Cieszył się, że w końcu nadeszła zima. Teraz przynajmniej mógł spędzać z Mrozem większość dnia, gdyż Duch częściej przebywał w wiosce w ,,służbowych sprawach". Nie musiał już chować się w lesie, uważając by nikt nie zainteresował się podejrzanym śniegiem. Teraz dosłownie latał wśród domów, ciesząc się ze swobody.

- Ulepimy dziś bałwana? - zamruczał śpiewanie Czkawka, zwracając się do lodowego przyjaciela.

Mróz wyszczerzył się w uśmiechu. Często się śmiał. Machnął zachęcająco ręką, biegnąc w stronę domu chłopaka.

Czkawka popędził za nim, śmiejąc się głośno.

***

- Czkawka! - krzyknął Stoick, zauważając syna, schodzącego ze schodów. Chłopak uniósł zaspane oczy i spojrzał na niego półprzytomnie. Ziewnął. - Dzisiaj przypływa Johan i oczekuje, że przywitasz go ze mną. - Spojrzał wyczekująco na syna.

Czkawka westchnął, przewracając oczami. Akurat dzisiaj miał towarzyszyć Mrozowi w zamrarzaniu Jeziora Lokiego - dużego jeziora na środku wyspy. Z niecierpliwością czekał na ten dzień.
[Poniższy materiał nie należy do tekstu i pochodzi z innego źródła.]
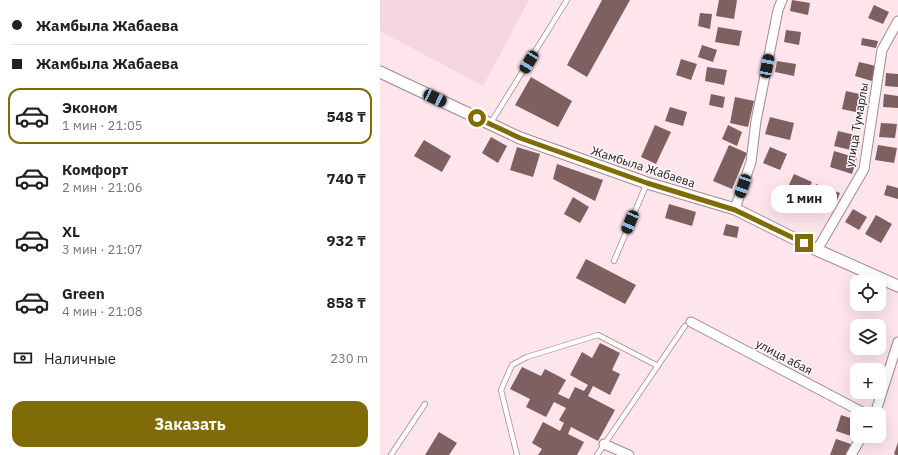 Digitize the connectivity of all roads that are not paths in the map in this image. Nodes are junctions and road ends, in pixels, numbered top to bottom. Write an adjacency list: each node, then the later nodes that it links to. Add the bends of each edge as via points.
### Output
1 (567, 0): 5 (lane)
2 (782, 0): 7 (street, via 776,18 756,121 751,162)
3 (898, 21): 8 (street, улица Тумарлы, via 882,50 864,169)
4 (380, 72): 5 (street, Жамбыла Жабаева)
5 (490, 124): 6 (street, Жамбыла Жабаева, via 520,138)
6 (647, 183): 7 (street, Жамбыла Жабаева); 9 (lane)
7 (735, 210): 8 (street, Жамбыла Жабаева)
8 (817, 250): 10 (street, Жамбыла Жабаева)
9 (614, 261)
10 (898, 286)
11 (688, 324): 13 (lane); 15 (street, улица абая)
12 (898, 342): 16 (street)
13 (658, 366): 18 (lane); 20 (lane, via 598,335 527,357 512,365 501,390)
14 (425, 404): 19 (lane)
15 (852, 407)
16 (877, 407)
17 (858, 443): 23 (street)
18 (604, 444): 21 (lane); 22 (street)
19 (391, 455)
20 (517, 455)
21 (597, 455)
22 (629, 455)
23 (851, 455)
- Dobrze - mruknął niechętnie, doskonale zdając sobie sprawę, że ojcowi się nie odmawia. Usiadł ciężko przy stole, naprzeciwko wodza.

- Po śniadaniu pójdziemy do portu - oznajmił beznamiętnym głosem mężczyzna. Widocznie dzisiaj nie był w humorze.

Czkawka kiwnął głową, zabierając się za jedzenie ciepłej jeszcze jajecznicy.

Jak oznajmił Stoick, zaraz po śniadaniu wybrali się do portu. Czkawka zdążył jeszcze szybko napisać liścik do Mroza, informując go, że jednak z nim nie pójdzie. Zostawił go na parapecie.

Johan przypłynął dwie godziny później, gdy słońce wskazywało południe.

Po uroczystym przywitaniu, wymienieniu komplementów i pochwał, przyszedł czas na zakupy. Johan miał mnóstwo nowego towaru, zachęcającego potencjalnych klientów swoją egzotycznością. Każdy mógł znaleźć coś dla siebie.